*Task goal*
Retype the complete listing exactly as it appears.

*Dataset records*
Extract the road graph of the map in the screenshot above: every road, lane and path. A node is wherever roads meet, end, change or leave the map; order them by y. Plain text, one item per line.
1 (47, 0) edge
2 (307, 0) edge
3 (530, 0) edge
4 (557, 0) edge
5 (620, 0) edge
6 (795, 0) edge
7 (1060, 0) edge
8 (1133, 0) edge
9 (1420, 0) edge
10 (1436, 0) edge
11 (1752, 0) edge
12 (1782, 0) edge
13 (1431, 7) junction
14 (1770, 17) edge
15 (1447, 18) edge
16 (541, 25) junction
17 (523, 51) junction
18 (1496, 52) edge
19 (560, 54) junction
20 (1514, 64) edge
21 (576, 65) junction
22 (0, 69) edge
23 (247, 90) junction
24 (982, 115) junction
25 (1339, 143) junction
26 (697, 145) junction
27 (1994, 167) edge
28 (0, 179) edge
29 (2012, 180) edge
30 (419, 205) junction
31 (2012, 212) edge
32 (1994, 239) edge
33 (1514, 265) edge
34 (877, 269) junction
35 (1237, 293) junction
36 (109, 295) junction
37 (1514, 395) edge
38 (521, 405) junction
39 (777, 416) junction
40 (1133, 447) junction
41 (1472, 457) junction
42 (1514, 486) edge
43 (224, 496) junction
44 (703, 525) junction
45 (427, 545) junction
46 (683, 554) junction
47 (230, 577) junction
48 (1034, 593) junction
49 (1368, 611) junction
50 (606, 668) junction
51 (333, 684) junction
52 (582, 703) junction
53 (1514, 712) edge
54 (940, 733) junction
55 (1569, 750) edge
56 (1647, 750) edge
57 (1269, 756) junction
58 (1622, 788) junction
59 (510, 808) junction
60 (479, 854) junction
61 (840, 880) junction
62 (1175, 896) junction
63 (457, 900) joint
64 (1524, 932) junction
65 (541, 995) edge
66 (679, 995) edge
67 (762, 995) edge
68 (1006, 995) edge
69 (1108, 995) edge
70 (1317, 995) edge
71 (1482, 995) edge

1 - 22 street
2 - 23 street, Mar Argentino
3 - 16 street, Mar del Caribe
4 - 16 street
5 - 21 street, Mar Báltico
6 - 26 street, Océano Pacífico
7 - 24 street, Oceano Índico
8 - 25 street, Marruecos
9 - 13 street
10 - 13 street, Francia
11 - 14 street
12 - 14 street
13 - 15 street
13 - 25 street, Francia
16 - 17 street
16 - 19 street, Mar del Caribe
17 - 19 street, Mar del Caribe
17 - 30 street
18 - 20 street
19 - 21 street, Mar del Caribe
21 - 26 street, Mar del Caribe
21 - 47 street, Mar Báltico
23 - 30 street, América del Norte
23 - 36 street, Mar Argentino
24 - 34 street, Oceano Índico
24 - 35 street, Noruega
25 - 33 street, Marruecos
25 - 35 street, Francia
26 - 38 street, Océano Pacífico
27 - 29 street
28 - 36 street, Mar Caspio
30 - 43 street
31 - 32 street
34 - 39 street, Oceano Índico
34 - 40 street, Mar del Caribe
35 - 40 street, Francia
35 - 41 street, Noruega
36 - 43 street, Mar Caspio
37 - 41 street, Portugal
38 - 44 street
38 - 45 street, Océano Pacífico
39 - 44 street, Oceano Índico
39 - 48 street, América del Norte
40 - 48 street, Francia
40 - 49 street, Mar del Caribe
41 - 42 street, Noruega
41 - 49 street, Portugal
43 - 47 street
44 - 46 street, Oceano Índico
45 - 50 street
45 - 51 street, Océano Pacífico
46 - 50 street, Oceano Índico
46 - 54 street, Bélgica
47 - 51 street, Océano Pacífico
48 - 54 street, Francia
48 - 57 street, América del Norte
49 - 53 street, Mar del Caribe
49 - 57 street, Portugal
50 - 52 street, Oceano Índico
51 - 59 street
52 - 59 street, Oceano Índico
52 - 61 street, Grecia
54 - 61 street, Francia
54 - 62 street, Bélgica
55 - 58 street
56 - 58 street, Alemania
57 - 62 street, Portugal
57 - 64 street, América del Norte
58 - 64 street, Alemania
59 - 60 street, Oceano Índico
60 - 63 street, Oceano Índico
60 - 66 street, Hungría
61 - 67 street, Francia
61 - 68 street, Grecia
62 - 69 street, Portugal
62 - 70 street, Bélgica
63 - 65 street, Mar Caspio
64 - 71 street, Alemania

*Output of the task*
Extract the road graph of the map in the screenshot above: every road, lane and path. A node is wherever roads meet, end, change or leave the map; order them by y. Plain text, one item per line.
1 (47, 0) edge
2 (307, 0) edge
3 (530, 0) edge
4 (557, 0) edge
5 (620, 0) edge
6 (795, 0) edge
7 (1060, 0) edge
8 (1133, 0) edge
9 (1420, 0) edge
10 (1436, 0) edge
11 (1752, 0) edge
12 (1782, 0) edge
13 (1431, 7) junction
14 (1770, 17) edge
15 (1447, 18) edge
16 (541, 25) junction
17 (523, 51) junction
18 (1496, 52) edge
19 (560, 54) junction
20 (1514, 64) edge
21 (576, 65) junction
22 (0, 69) edge
23 (247, 90) junction
24 (982, 115) junction
25 (1339, 143) junction
26 (697, 145) junction
27 (1994, 167) edge
28 (0, 179) edge
29 (2012, 180) edge
30 (419, 205) junction
31 (2012, 212) edge
32 (1994, 239) edge
33 (1514, 265) edge
34 (877, 269) junction
35 (1237, 293) junction
36 (109, 295) junction
37 (1514, 395) edge
38 (521, 405) junction
39 (777, 416) junction
40 (1133, 447) junction
41 (1472, 457) junction
42 (1514, 486) edge
43 (224, 496) junction
44 (703, 525) junction
45 (427, 545) junction
46 (683, 554) junction
47 (230, 577) junction
48 (1034, 593) junction
49 (1368, 611) junction
50 (606, 668) junction
51 (333, 684) junction
52 (582, 703) junction
53 (1514, 712) edge
54 (940, 733) junction
55 (1569, 750) edge
56 (1647, 750) edge
57 (1269, 756) junction
58 (1622, 788) junction
59 (510, 808) junction
60 (479, 854) junction
61 (840, 880) junction
62 (1175, 896) junction
63 (457, 900) joint
64 (1524, 932) junction
65 (541, 995) edge
66 (679, 995) edge
67 (762, 995) edge
68 (1006, 995) edge
69 (1108, 995) edge
70 (1317, 995) edge
71 (1482, 995) edge

1 - 22 street
2 - 23 street, Mar Argentino
3 - 16 street, Mar del Caribe
4 - 16 street
5 - 21 street, Mar Báltico
6 - 26 street, Océano Pacífico
7 - 24 street, Oceano Índico
8 - 25 street, Marruecos
9 - 13 street
10 - 13 street, Francia
11 - 14 street
12 - 14 street
13 - 15 street
13 - 25 street, Francia
16 - 17 street
16 - 19 street, Mar del Caribe
17 - 19 street, Mar del Caribe
17 - 30 street
18 - 20 street
19 - 21 street, Mar del Caribe
21 - 26 street, Mar del Caribe
21 - 47 street, Mar Báltico
23 - 30 street, América del Norte
23 - 36 street, Mar Argentino
24 - 34 street, Oceano Índico
24 - 35 street, Noruega
25 - 33 street, Marruecos
25 - 35 street, Francia
26 - 38 street, Océano Pacífico
27 - 29 street
28 - 36 street, Mar Caspio
30 - 43 street
31 - 32 street
34 - 39 street, Oceano Índico
34 - 40 street, Mar del Caribe
35 - 40 street, Francia
35 - 41 street, Noruega
36 - 43 street, Mar Caspio
37 - 41 street, Portugal
38 - 44 street
38 - 45 street, Océano Pacífico
39 - 44 street, Oceano Índico
39 - 48 street, América del Norte
40 - 48 street, Francia
40 - 49 street, Mar del Caribe
41 - 42 street, Noruega
41 - 49 street, Portugal
43 - 47 street
44 - 46 street, Oceano Índico
45 - 50 street
45 - 51 street, Océano Pacífico
46 - 50 street, Oceano Índico
46 - 54 street, Bélgica
47 - 51 street, Océano Pacífico
48 - 54 street, Francia
48 - 57 street, América del Norte
49 - 53 street, Mar del Caribe
49 - 57 street, Portugal
50 - 52 street, Oceano Índico
51 - 59 street
52 - 59 street, Oceano Índico
52 - 61 street, Grecia
54 - 61 street, Francia
54 - 62 street, Bélgica
55 - 58 street
56 - 58 street, Alemania
57 - 62 street, Portugal
57 - 64 street, América del Norte
58 - 64 street, Alemania
59 - 60 street, Oceano Índico
60 - 63 street, Oceano Índico
60 - 66 street, Hungría
61 - 67 street, Francia
61 - 68 street, Grecia
62 - 69 street, Portugal
62 - 70 street, Bélgica
63 - 65 street, Mar Caspio
64 - 71 street, Alemania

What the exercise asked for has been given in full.